Prevenção e tratamento da retinopatia
da prematuridade
A
cada dia fica mais evidente que o serviço voluntário
auxilia na melhora da qualidade de vida das camadas
menos favorecidas. Prova disso é o trabalho
desenvolvido pela médica Andrea Zin. Ela atua
desde 1997 no combate à cegueira infantil,
identificando e tratando recém-nascidos com
retinopatia da prematuridade, uma das principais causas
de deficiência visual em crianças. Com
este trabalho, a oftalmologista vem desenvolvendo
sua tese de doutoramento.
Andrea Zin deu início à pesquisa como
colaboradora no Departamento de Neonatologia, do Instituto
Fernandes Figueira - IFF/ FIOCRUZ, no Rio de Janeiro.
De acordo com a médica, no ano inicial do projeto
foram atendidas 240 crianças, sendo que 80
na UTI do IFF e o restante em seu próprio consultório.
No entanto, a idéia deu frutos. Em agosto de
2000, o IFF inaugurou seu ambulatório de oftalmologia,
com o apoio administrativo do Instituto VIDI para
a Visão e Desenvolvimento. Equipamentos como
oftalmoscópio, retinoscópio e computadores,
entre outros, foram adquiridos através de um
convênio firmado com a ONG alemã Christoffel-Blindenmission
(CBM-Internacional) e a Ericsson.
Visando a reduzir o déficit no atendimento
a neonatos propensos à retinopatia da prematuridade,
a CBM-Internacional, a International Agency for Prevention
of Blindness - IAPB, a Unidade VIDI - Instituto Fernandes
Figueira e a Secretaria Municipal de Saúde
do Rio de Janeiro pretendem, a partir do próximo
ano, estender o serviço de triagem às
maternidades Alexander Fleming e Carmela Dutra, o
Hospital dos Servidores do Estado e ao Hospital Geral
de Bonsucesso.
De acordo com Andrea Zin, coordenadora do projeto
de prevenção à cegueira, será
implantado um programa de triagem semanal e tratamento
nas seis unidades neonatais públicas responsáveis
por 50% de todos os recém-nascidos de risco
do município. "Hoje o IFF atende a mil
crianças. A partir de 2003, esse número
passará para 1,6 mil, com a ativação
das novas unidades", explicou. Andrea disse também
que o projeto ainda prevê, num período
de três anos, a extensão do benefício
a outras UTIs neonatais.
Andrea Zin revelou que o índice de cegueira
no país é muito grande. Ela estima que,
a cada 1 milhão de crianças, 150 delas
sejam cegas. "No Rio, 30% da população
deficiente visual é constituída de crianças.

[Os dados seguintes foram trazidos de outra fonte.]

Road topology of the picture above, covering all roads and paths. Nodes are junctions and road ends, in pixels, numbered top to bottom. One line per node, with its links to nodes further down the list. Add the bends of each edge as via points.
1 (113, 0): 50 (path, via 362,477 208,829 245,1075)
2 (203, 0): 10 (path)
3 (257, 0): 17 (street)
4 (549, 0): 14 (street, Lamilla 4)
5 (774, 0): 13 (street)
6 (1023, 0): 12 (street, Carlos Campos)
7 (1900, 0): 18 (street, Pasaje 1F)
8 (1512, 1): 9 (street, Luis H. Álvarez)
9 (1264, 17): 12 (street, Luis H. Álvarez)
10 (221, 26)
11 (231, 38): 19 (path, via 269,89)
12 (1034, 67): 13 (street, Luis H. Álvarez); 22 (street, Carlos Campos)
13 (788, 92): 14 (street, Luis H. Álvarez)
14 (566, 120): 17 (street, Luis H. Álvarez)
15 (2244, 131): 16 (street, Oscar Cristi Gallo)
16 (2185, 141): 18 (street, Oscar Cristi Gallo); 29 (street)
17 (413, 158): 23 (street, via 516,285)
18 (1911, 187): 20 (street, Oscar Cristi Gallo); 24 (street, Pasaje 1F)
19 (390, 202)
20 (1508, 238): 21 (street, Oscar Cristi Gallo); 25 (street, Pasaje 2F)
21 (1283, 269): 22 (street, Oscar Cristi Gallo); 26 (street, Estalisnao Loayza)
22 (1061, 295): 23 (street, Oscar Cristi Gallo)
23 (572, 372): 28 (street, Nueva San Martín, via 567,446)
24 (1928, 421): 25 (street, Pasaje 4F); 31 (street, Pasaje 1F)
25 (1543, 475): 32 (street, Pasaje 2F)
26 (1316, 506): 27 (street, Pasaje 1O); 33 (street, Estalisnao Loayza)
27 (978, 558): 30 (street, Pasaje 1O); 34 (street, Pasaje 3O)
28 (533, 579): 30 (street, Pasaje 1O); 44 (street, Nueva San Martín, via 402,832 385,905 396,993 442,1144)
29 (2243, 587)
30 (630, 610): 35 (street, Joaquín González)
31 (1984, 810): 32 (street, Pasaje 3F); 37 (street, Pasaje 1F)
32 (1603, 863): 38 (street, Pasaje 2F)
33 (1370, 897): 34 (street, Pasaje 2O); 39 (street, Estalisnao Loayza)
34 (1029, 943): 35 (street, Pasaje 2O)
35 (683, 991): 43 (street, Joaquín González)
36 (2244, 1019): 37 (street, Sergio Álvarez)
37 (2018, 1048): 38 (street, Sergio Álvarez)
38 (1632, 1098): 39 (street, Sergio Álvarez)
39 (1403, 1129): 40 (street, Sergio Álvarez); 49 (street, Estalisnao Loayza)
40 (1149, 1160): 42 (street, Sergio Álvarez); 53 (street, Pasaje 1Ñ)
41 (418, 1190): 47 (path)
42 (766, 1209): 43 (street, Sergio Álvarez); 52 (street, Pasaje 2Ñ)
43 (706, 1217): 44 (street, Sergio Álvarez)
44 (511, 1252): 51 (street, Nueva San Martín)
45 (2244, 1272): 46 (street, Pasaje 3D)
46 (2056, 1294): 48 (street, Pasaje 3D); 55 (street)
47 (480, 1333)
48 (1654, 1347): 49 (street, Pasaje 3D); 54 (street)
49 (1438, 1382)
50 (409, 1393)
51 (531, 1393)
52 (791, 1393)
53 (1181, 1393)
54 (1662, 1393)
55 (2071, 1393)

De um total de 2 milhões, 300 são cegas.
Temos que trabalhar para combater as causas previsíveis
de cegueira", destacou.
Dados da Organização Mundial de Saúde
(OMS) apontam a retinopatia da prematuridade como
a principal causa de cegueira na América Latina.
"Essa região contabiliza 100 mil cegos.
A retinopatia é responsável por 24 mil
deles. Para reverter esse quadro, o diagnóstico
deve ser feito ainda na UTI", informou.
O
que é retinopatia da prematuridade
A retinopatia da prematuridade
é uma doença fibrovascular, vasoproliferativa,
que acomete os dois olhos, mais especificamente a retina
periférica, de recém-nascidos prematuros.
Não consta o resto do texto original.